What you will do - Among the entries, find the lines with the string "points" and report them.

Record excerpts -
* * * * * * * * *

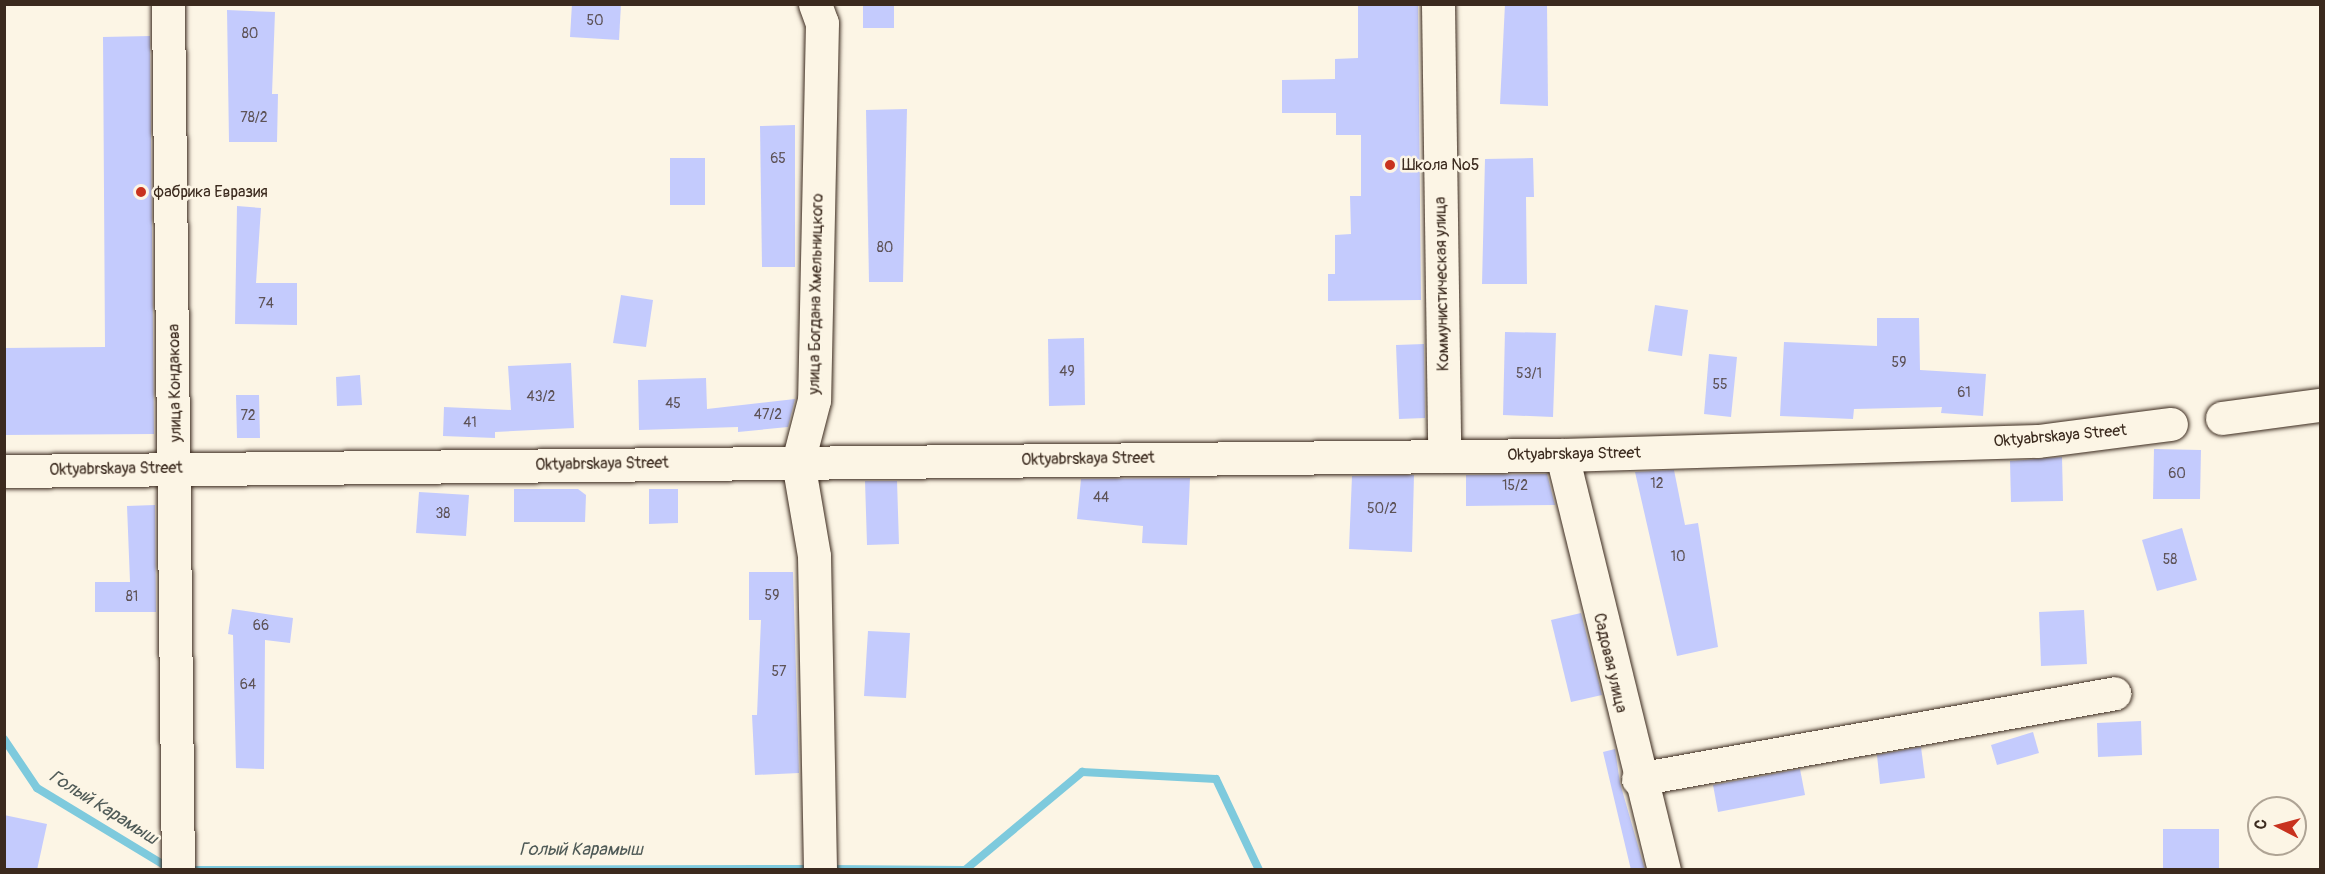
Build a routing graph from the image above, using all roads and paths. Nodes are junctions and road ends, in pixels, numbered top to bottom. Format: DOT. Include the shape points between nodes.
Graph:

* * * * * * * * *

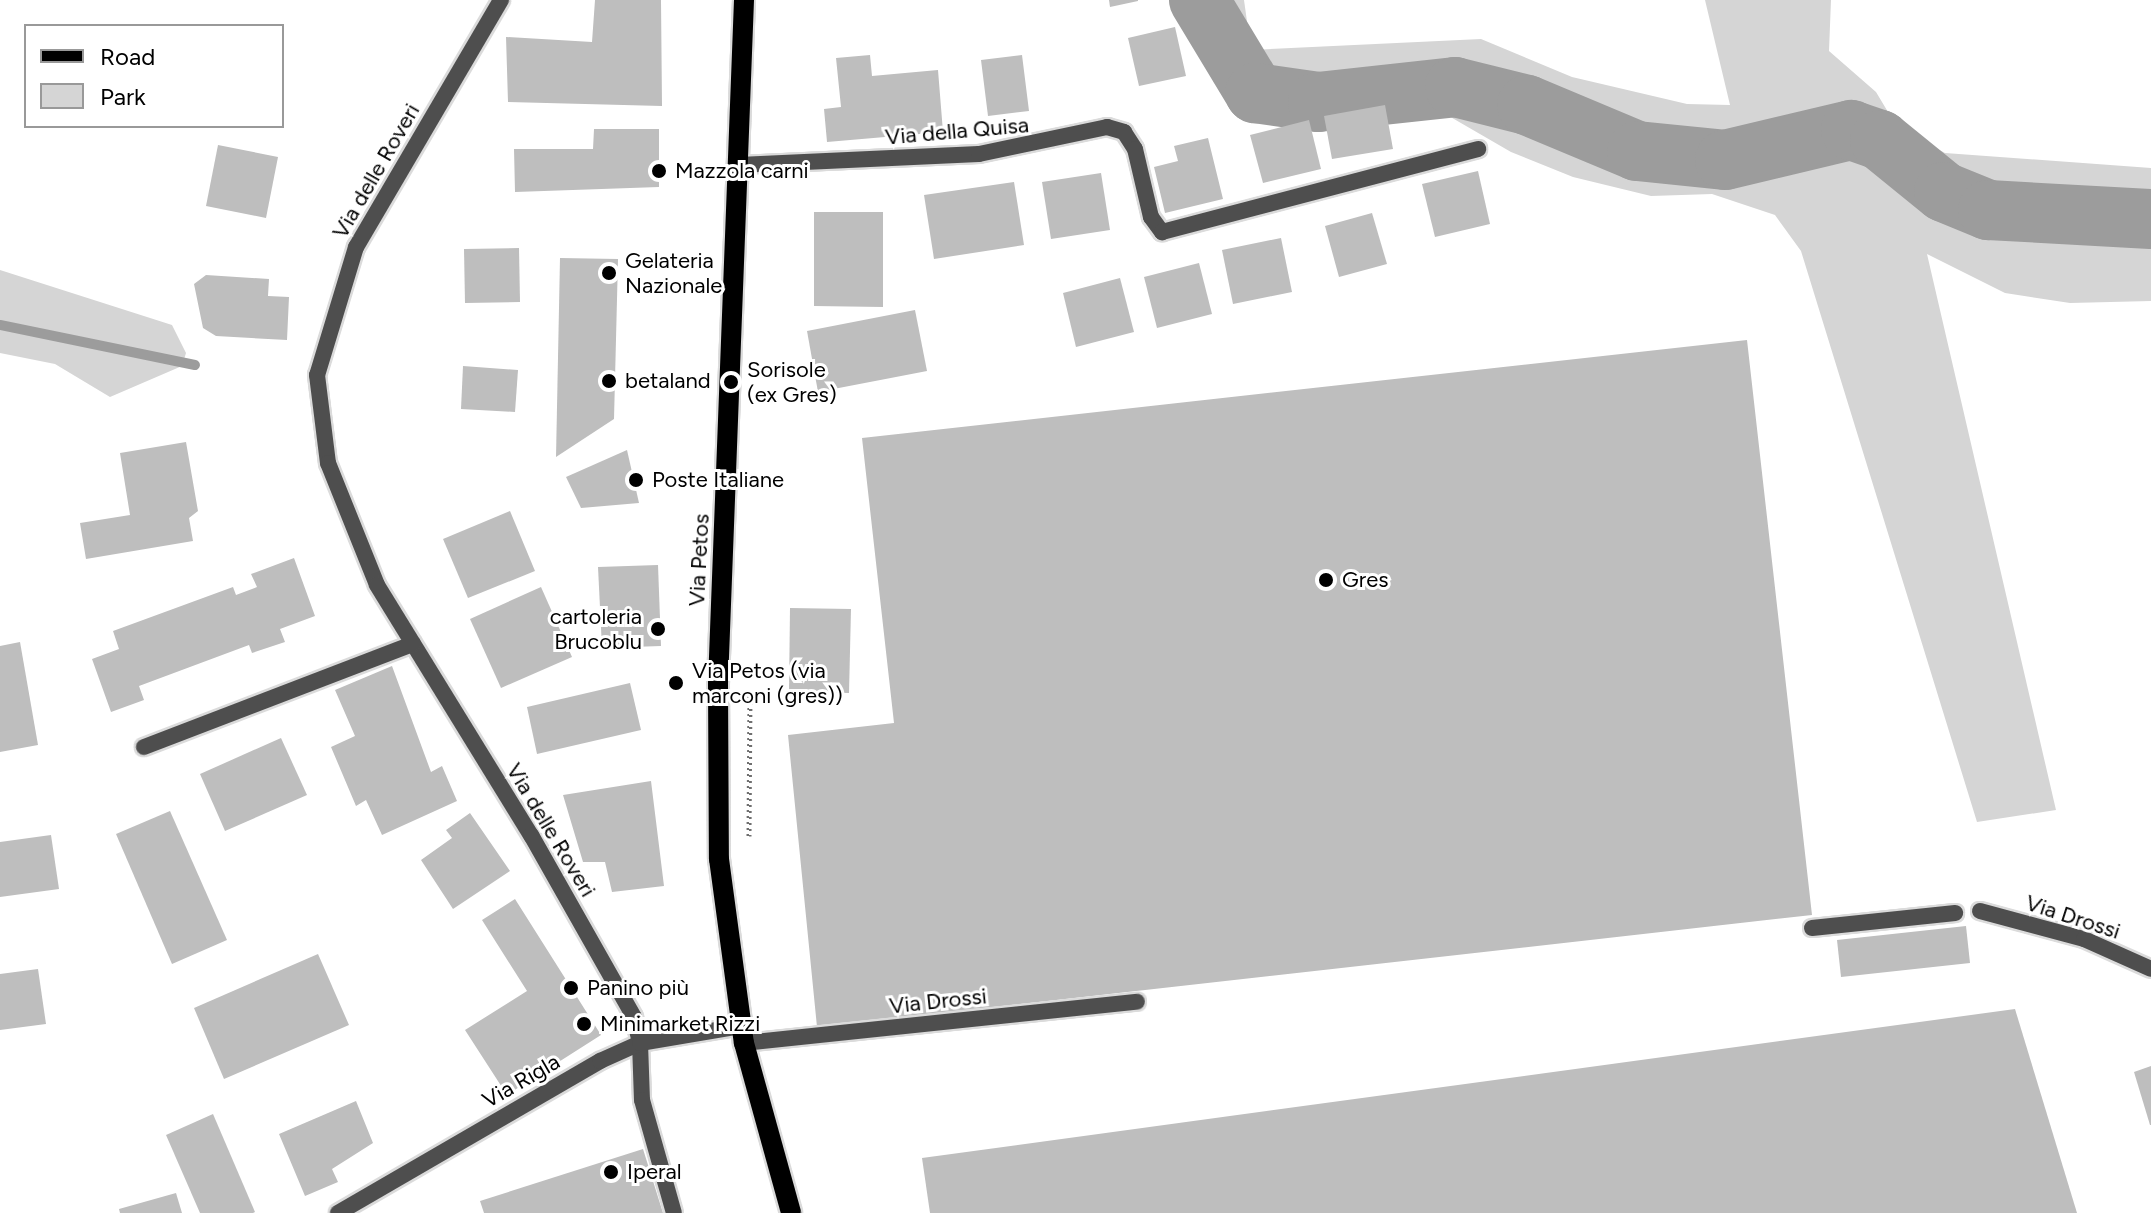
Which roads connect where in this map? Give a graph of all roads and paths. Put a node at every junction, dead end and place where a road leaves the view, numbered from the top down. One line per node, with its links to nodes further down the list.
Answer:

* * * * * * * * *

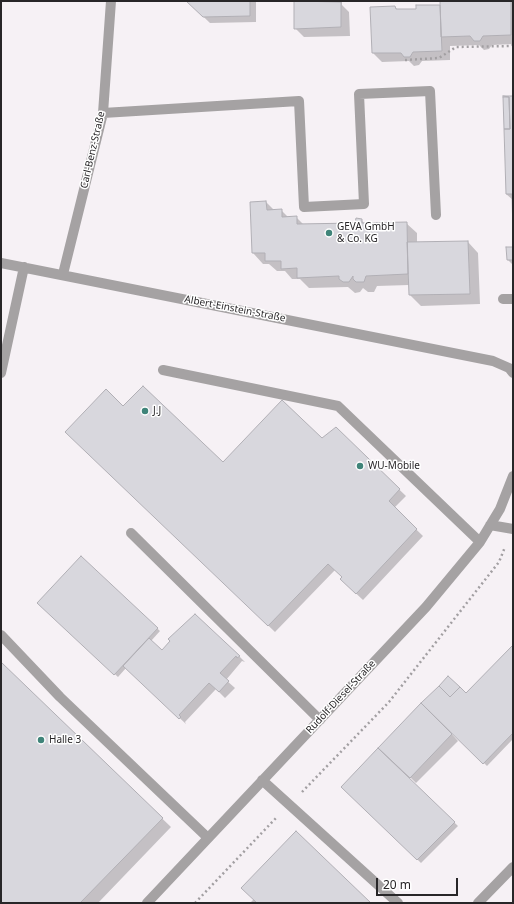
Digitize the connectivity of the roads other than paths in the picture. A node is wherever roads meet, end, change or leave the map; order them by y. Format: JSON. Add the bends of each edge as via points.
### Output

* * * * * * * * *

Solution to the exercise -
Build a routing graph from the image above, using all roads and paths. Nodes are junctions and road ends, in pixels, numbered top to bottom. Format: DOT. Include the shape points between nodes.
Digitize the connectivity of the roads other than paths in the picture. A node is wherever roads meet, end, change or leave the map; order them by y. Format: JSON. Add the bends of each edge as via points.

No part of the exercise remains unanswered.